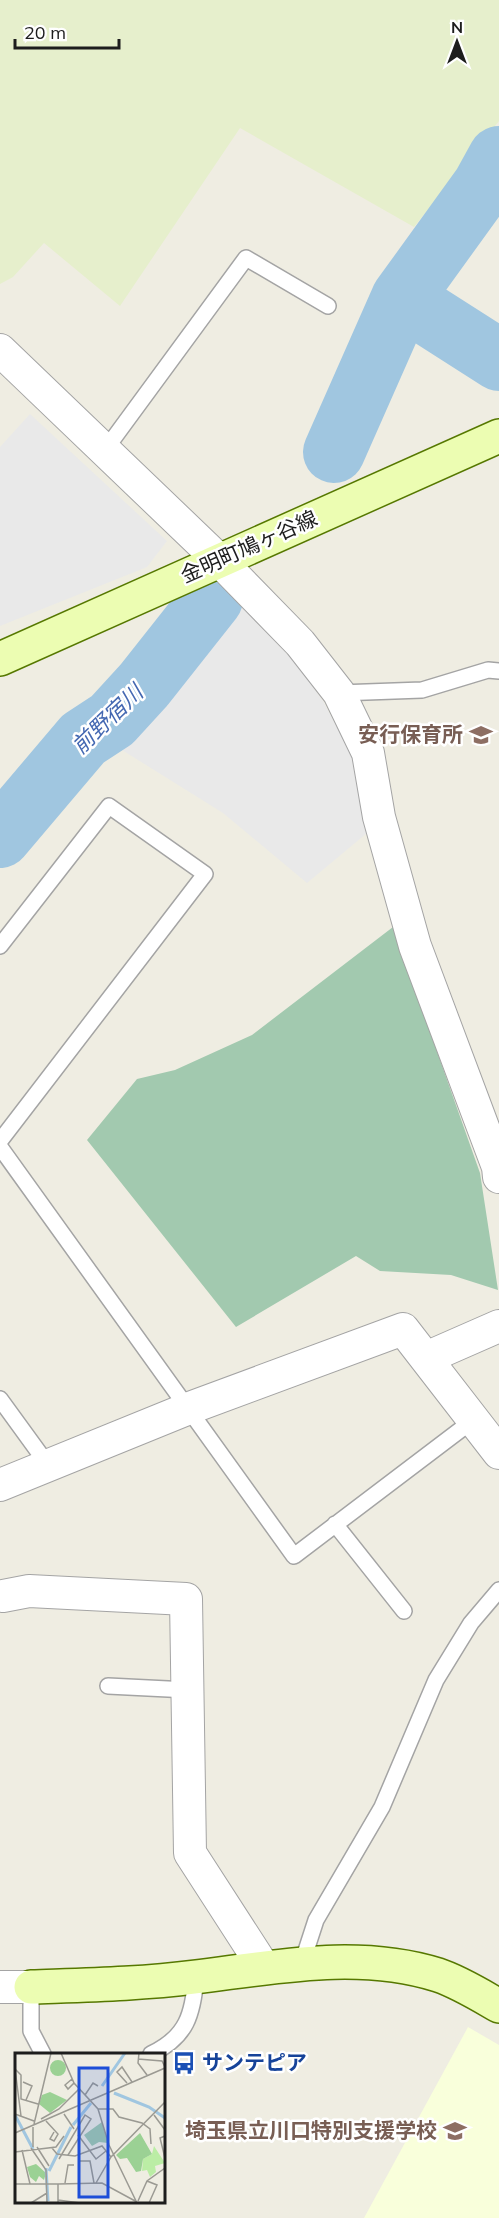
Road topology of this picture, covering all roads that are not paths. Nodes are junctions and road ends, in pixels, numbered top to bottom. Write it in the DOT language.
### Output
graph roads {
  1 [pos="328,306"];
  2 [pos="0,350"];
  3 [pos="499,436"];
  4 [pos="105,450"];
  5 [pos="219,560"];
  6 [pos="0,659"];
  7 [pos="499,671"];
  8 [pos="339,693"];
  9 [pos="0,946"];
  10 [pos="0,1141"];
  11 [pos="0,1147"];
  12 [pos="499,1176"];
  13 [pos="499,1326"];
  14 [pos="426,1358"];
  15 [pos="0,1399"];
  16 [pos="187,1409"];
  17 [pos="472,1421"];
  18 [pos="499,1453"];
  19 [pos="48,1465"];
  20 [pos="0,1485"];
  21 [pos="335,1524"];
  22 [pos="499,1590"];
  23 [pos="3,1596"];
  24 [pos="404,1611"];
  25 [pos="108,1686"];
  26 [pos="188,1690"];
  27 [pos="302,1963"];
  28 [pos="264,1966"];
  29 [pos="196,1977"];
  30 [pos="16,1987"];
  31 [pos="499,2006"];
  32 [pos="42,2053"];
  33 [pos="155,2053"];
  1 -- 4 [label="lane"];
  2 -- 4 [label="street"];
  3 -- 5 [label="main road, 金明町鳩ヶ谷線"];
  4 -- 5 [label="street"];
  5 -- 6 [label="main road, 金明町鳩ヶ谷線"];
  5 -- 8 [label="street"];
  7 -- 8 [label="lane"];
  8 -- 12 [label="street"];
  9 -- 10 [label="lane"];
  11 -- 16 [label="lane"];
  13 -- 14 [label="street"];
  14 -- 16 [label="street"];
  14 -- 17 [label="street"];
  15 -- 19 [label="lane"];
  16 -- 19 [label="street"];
  16 -- 21 [label="lane"];
  17 -- 18 [label="street"];
  17 -- 21 [label="lane"];
  19 -- 20 [label="street"];
  21 -- 24 [label="lane"];
  22 -- 27 [label="lane"];
  23 -- 26 [label="street"];
  25 -- 26 [label="lane"];
  26 -- 28 [label="street"];
  27 -- 28 [label="main road"];
  27 -- 31 [label="main road"];
  28 -- 29 [label="main road"];
  29 -- 30 [label="main road"];
  29 -- 33 [label="lane"];
  30 -- 32 [label="lane"];
}
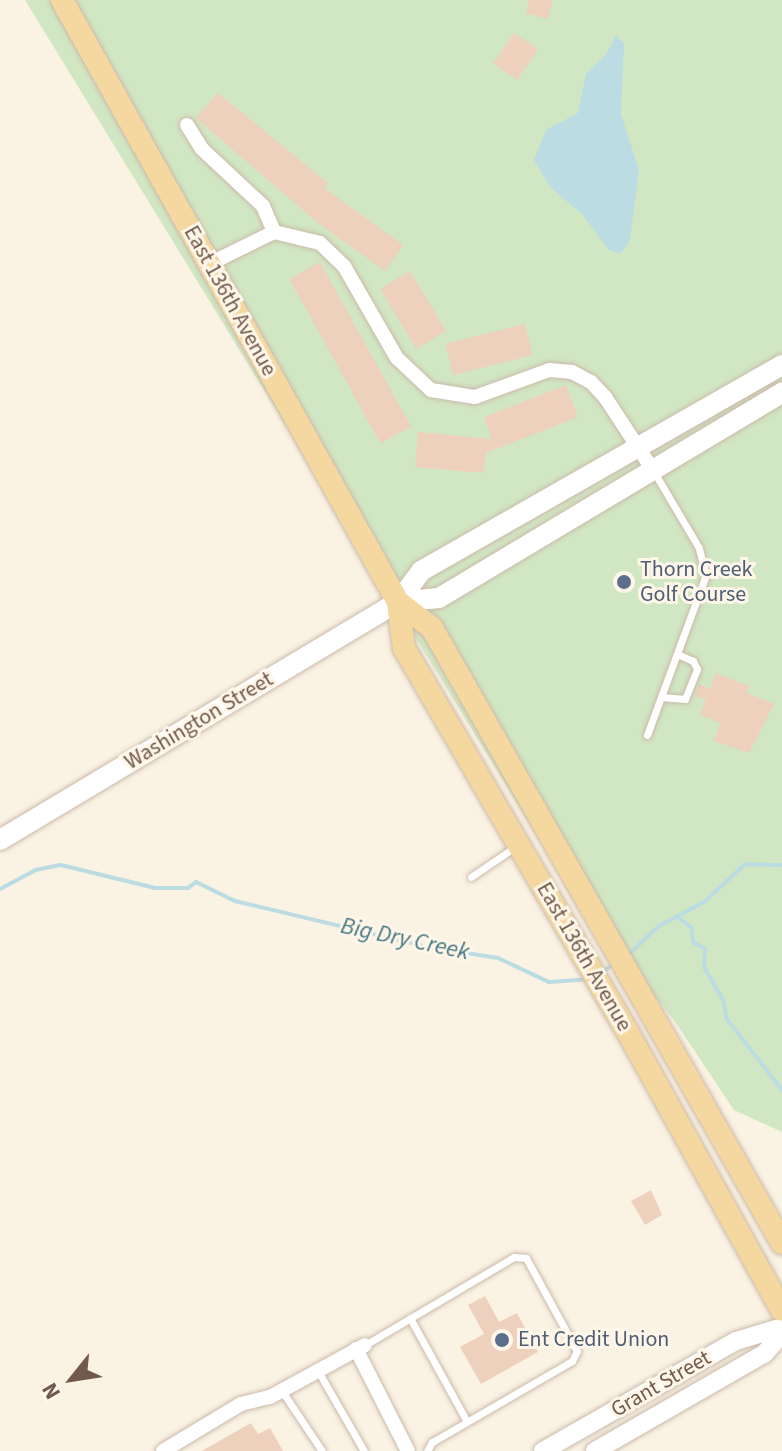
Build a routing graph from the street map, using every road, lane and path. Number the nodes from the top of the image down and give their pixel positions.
1 (62, 0) edge
2 (187, 125) dead end
3 (274, 232) junction
4 (209, 264) junction
5 (782, 365) edge
6 (782, 393) edge
7 (637, 446) junction
8 (653, 470) junction
9 (398, 602) junction
10 (677, 654) junction
11 (661, 697) junction
12 (647, 735) dead end
13 (0, 840) edge
14 (519, 844) junction
15 (471, 877) dead end
16 (782, 1243) edge
17 (782, 1310) edge
18 (410, 1318) junction
19 (782, 1327) edge
20 (782, 1334) edge
21 (360, 1347) junction
22 (318, 1371) junction
23 (282, 1391) junction
24 (466, 1420) junction
25 (163, 1451) edge
26 (322, 1451) edge
27 (364, 1451) edge
28 (408, 1451) edge
29 (427, 1451) edge
30 (543, 1451) edge
31 (595, 1451) edge

1 - 4 main road, East 136th Avenue
2 - 3 street
3 - 4 street
3 - 7 street
4 - 9 main road, East 136th Avenue
5 - 7 main road, Washington Street
6 - 8 main road, Washington Street
7 - 8 street
7 - 9 main road, Washington Street
8 - 9 main road, Washington Street
8 - 10 lane
9 - 13 main road, Washington Street
9 - 14 main road, East 136th Avenue
9 - 16 main road, East 136th Avenue
10 - 11 lane
10 - 11 lane
11 - 12 lane
14 - 15 lane
14 - 17 main road, East 136th Avenue
18 - 21 lane
18 - 24 lane
18 - 24 lane
19 - 30 street, Grant Street
20 - 31 street, Grant Street
21 - 22 street
21 - 28 street
22 - 23 street
22 - 27 lane
23 - 25 street
23 - 26 lane
24 - 29 lane

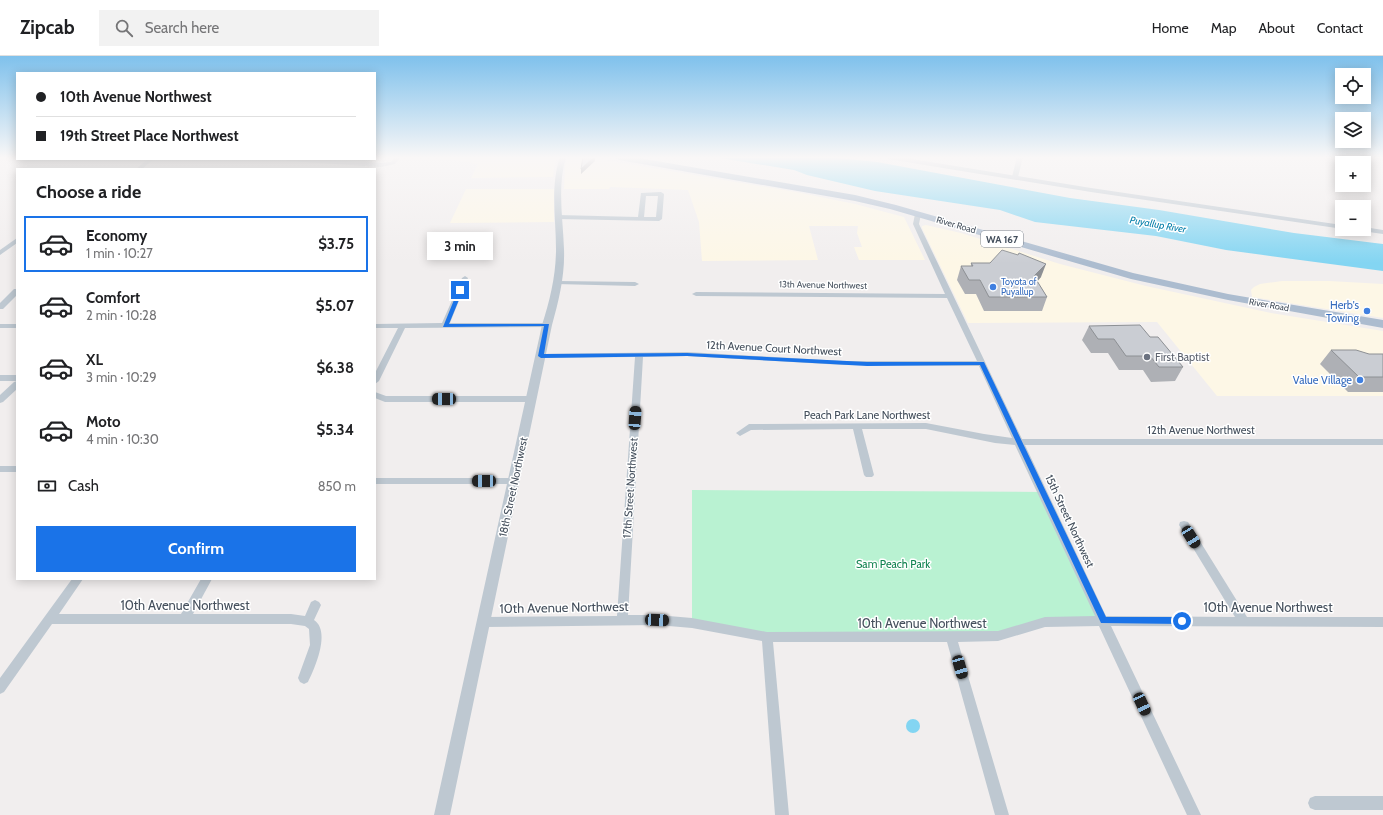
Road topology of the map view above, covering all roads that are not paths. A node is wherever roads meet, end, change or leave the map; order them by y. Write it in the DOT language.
graph roads {
  1 [pos="558,192"];
  2 [pos="829,192"];
  3 [pos="1116,192"];
  4 [pos="918,214"];
  5 [pos="558,217"];
  6 [pos="641,219"];
  7 [pos="1335,226"];
  8 [pos="1371,230"];
  9 [pos="1383,232"];
  10 [pos="16,241"];
  11 [pos="0,253"];
  12 [pos="465,278"];
  13 [pos="558,283"];
  14 [pos="635,284"];
  15 [pos="16,292"];
  16 [pos="696,294"];
  17 [pos="950,296"];
  18 [pos="0,308"];
  19 [pos="1383,324"];
  20 [pos="547,325"];
  21 [pos="0,326"];
  22 [pos="16,326"];
  23 [pos="376,326"];
  24 [pos="403,326"];
  25 [pos="445,326"];
  26 [pos="541,356"];
  27 [pos="639,356"];
  28 [pos="982,364"];
  29 [pos="0,378"];
  30 [pos="16,378"];
  31 [pos="376,379"];
  32 [pos="16,385"];
  33 [pos="376,396"];
  34 [pos="531,399"];
  35 [pos="0,400"];
  36 [pos="857,427"];
  37 [pos="740,433"];
  38 [pos="1019,442"];
  39 [pos="1383,442"];
  40 [pos="0,469"];
  41 [pos="16,469"];
  42 [pos="868,475"];
  43 [pos="376,481"];
  44 [pos="514,481"];
  45 [pos="1184,524"];
  46 [pos="77,580"];
  47 [pos="206,580"];
  48 [pos="315,605"];
  49 [pos="50,618"];
  50 [pos="184,619"];
  51 [pos="622,620"];
  52 [pos="1104,620"];
  53 [pos="1244,621"];
  54 [pos="485,622"];
  55 [pos="1383,622"];
  56 [pos="312,626"];
  57 [pos="767,637"];
  58 [pos="951,637"];
  59 [pos="304,678"];
  60 [pos="0,688"];
  61 [pos="1315,803"];
  62 [pos="1383,803"];
  63 [pos="442,815"];
  64 [pos="782,815"];
  65 [pos="1002,815"];
  66 [pos="1194,815"];
  1 -- 5 [label="street, 18th Street Northwest"];
  2 -- 4 [label="main road, River Road / WA 167"];
  3 -- 7 [label="street"];
  4 -- 17 [label="street, 15th Street Northwest"];
  4 -- 19 [label="main road, River Road / WA 167"];
  5 -- 6 [label="street"];
  5 -- 13 [label="street, 18th Street Northwest"];
  6 -- 6 [label="street"];
  8 -- 9 [label="street"];
  10 -- 11 [label="street"];
  12 -- 25 [label="street"];
  13 -- 14 [label="street"];
  13 -- 20 [label="street, 18th Street Northwest"];
  15 -- 18 [label="street"];
  16 -- 17 [label="street, 13th Avenue Northwest"];
  17 -- 28 [label="street, 15th Street Northwest"];
  20 -- 25 [label="street"];
  20 -- 26 [label="street, 18th Street Northwest"];
  21 -- 22 [label="street"];
  23 -- 24 [label="street"];
  24 -- 25 [label="street"];
  24 -- 31 [label="street"];
  26 -- 27 [label="street, 12th Avenue Court Northwest"];
  26 -- 34 [label="street, 18th Street Northwest"];
  27 -- 28 [label="street, 12th Avenue Court Northwest"];
  27 -- 51 [label="street, 17th Street Northwest"];
  28 -- 38 [label="street, 15th Street Northwest"];
  29 -- 30 [label="street"];
  32 -- 35 [label="street"];
  33 -- 34 [label="street"];
  34 -- 44 [label="street, 18th Street Northwest"];
  36 -- 37 [label="street, Peach Park Lane Northwest"];
  36 -- 38 [label="street, Peach Park Lane Northwest"];
  36 -- 42 [label="street"];
  38 -- 39 [label="street, 12th Avenue Northwest"];
  38 -- 52 [label="street, 15th Street Northwest"];
  40 -- 41 [label="street"];
  43 -- 44 [label="street"];
  44 -- 54 [label="street, 18th Street Northwest"];
  45 -- 53 [label="street"];
  46 -- 49 [label="street"];
  47 -- 50 [label="street"];
  48 -- 56 [label="street"];
  49 -- 50 [label="street, 10th Avenue Northwest"];
  49 -- 60 [label="street"];
  50 -- 56 [label="street, 10th Avenue Northwest"];
  51 -- 54 [label="street, 10th Avenue Northwest"];
  51 -- 57 [label="street, 10th Avenue Northwest"];
  52 -- 53 [label="street, 10th Avenue Northwest"];
  52 -- 58 [label="street, 10th Avenue Northwest"];
  52 -- 66 [label="street, 15th Street Northwest"];
  53 -- 55 [label="street, 10th Avenue Northwest"];
  54 -- 63 [label="street, 18th Street Northwest"];
  56 -- 59 [label="street"];
  57 -- 58 [label="street, 10th Avenue Northwest"];
  57 -- 64 [label="street"];
  58 -- 65 [label="street"];
  61 -- 62 [label="street"];
}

****************************************

## What the task asks:
State how many lines in the entries hold the word "paths", giving the number alone.

## Result of this exercise:
2